さて、いまどきの若者たち(中高生)はどうか。「第一章 恋の新語」。ここに「指恋」というのが出ていて、あ、いいな、と思いました。いわゆる本番以前の、ただ指でいじり合うだけの恋人同士の、もどかしい痴態が妄想されて。でも、はやとちりでした。じっさいは、「携帯メールのやりとりを重ねるうちに恋愛関係に発展すること」だそうです。中高生たちって、意外にまじめなんですね。「あわびる」、うん、これもいいなあ、貝だからね、今度こそ、女性器をいじることでしょう。ところが、これも私のはやとちりで、じっさいの意味は「片思いをすること」だそうです。万葉集にもとづく成句「磯の鮑の片思い」から来ているというから、なかなかに趣が深い。
さてそこで気づいたのですが、この隠語集に収められた単語に、エロい意味はほとんどないんですね。たとえば「ささるぅ」は「恋に落ちる」であって、決して好きな男子の男根に突き刺されることではないのです。
第二章は動詞や形容詞の新語。さっきの「あわびる」も分類すればここに入るわけですね。むっときたのは「きわい」。私の名前「喜和夫」を形容詞化したみたですが、意味はなんと「気持ちが悪く、卑猥なさま」。言われたときのダメージは、「うざい」「きもい」「きわい」の順に大きいというから、当方おだやかではありません。

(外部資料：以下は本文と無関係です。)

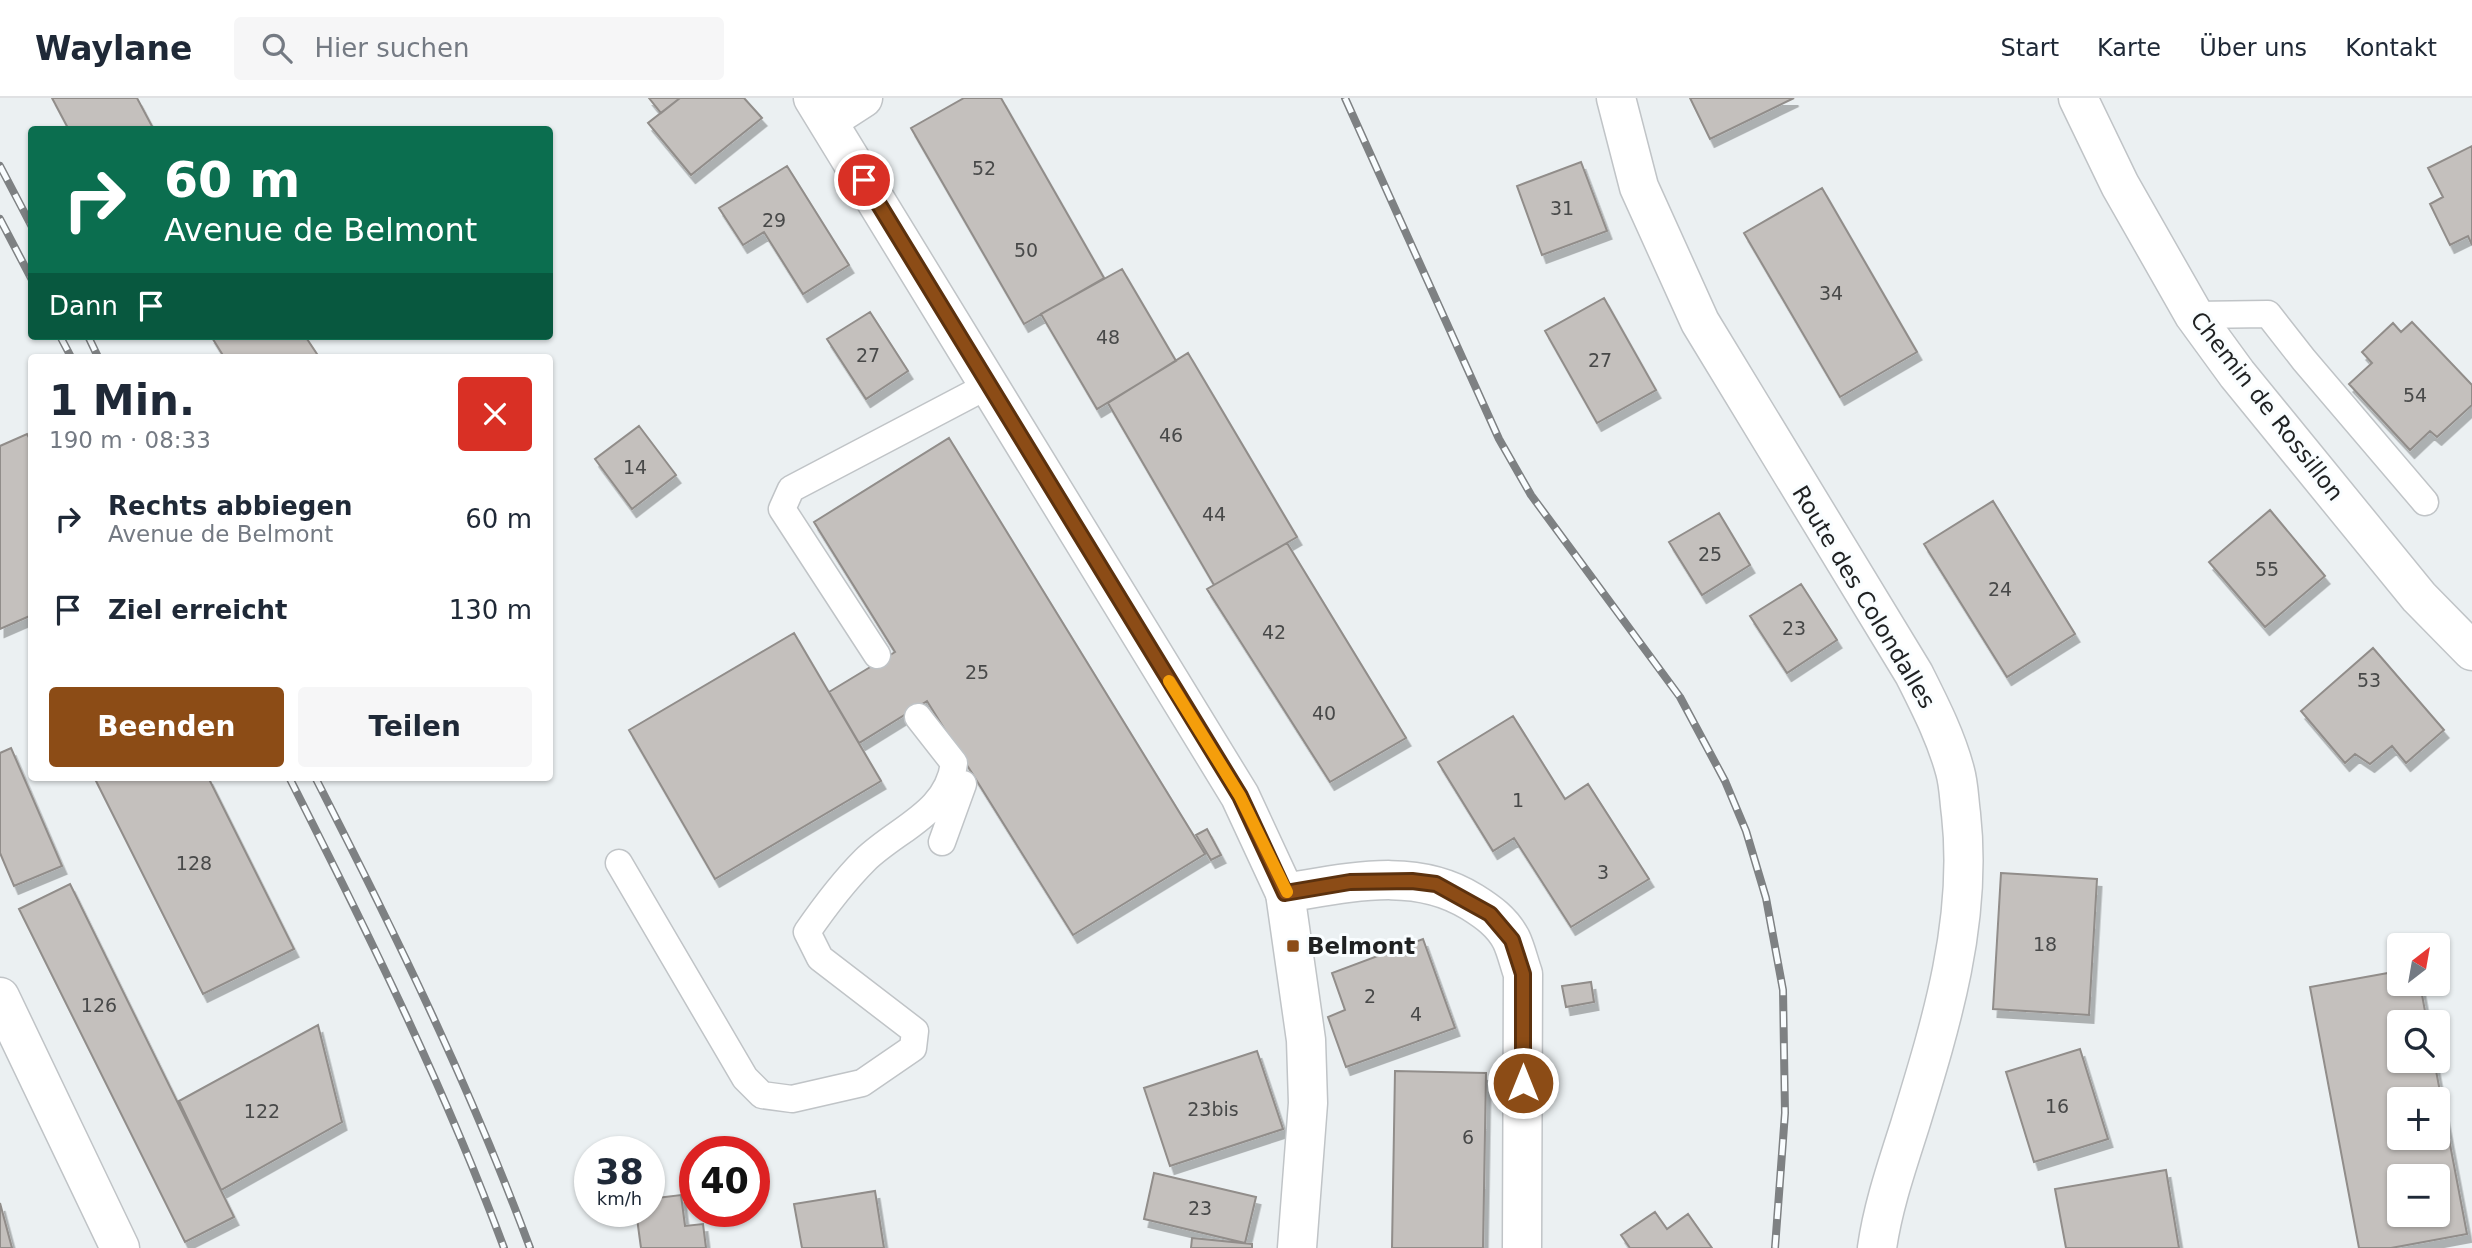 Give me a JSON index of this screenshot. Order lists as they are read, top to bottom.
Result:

機嫌を直して、いちばん面白かったのは、第三章「叫びの新語・オノマトペの新語」でしょうか。オノマトペを得意とする日本語の特性は、こんなところにも出ているんですね。説明は省略して列挙してみます。「あばばばば」「きそきそ」「こふこふ」「つやぷる」「にょふっ」「ぬーん」「びさびさ」「もふもふ」「わたわた」。ね、すてきでしょ。
第六章の「なぞらえた新語」というのは、要するに隠喩ですね。「業務用」は、常識外れに大きいこと。排便は「出産」というらしい。伊藤比呂美の「霙がやんでも」に出てくる「大便みたいに産もう」という詩句を思い出しました。
最後に、最終章「広がる新語」から。「たひる」は、漢字の「死」を分解して、カタカナのタとヒに見立てた。意味は「(死ぬほど)絶望的な状況に追い込まれる」、だそうです。新鋭詩人最果タヒさんの名前の由来も、われ発見せり。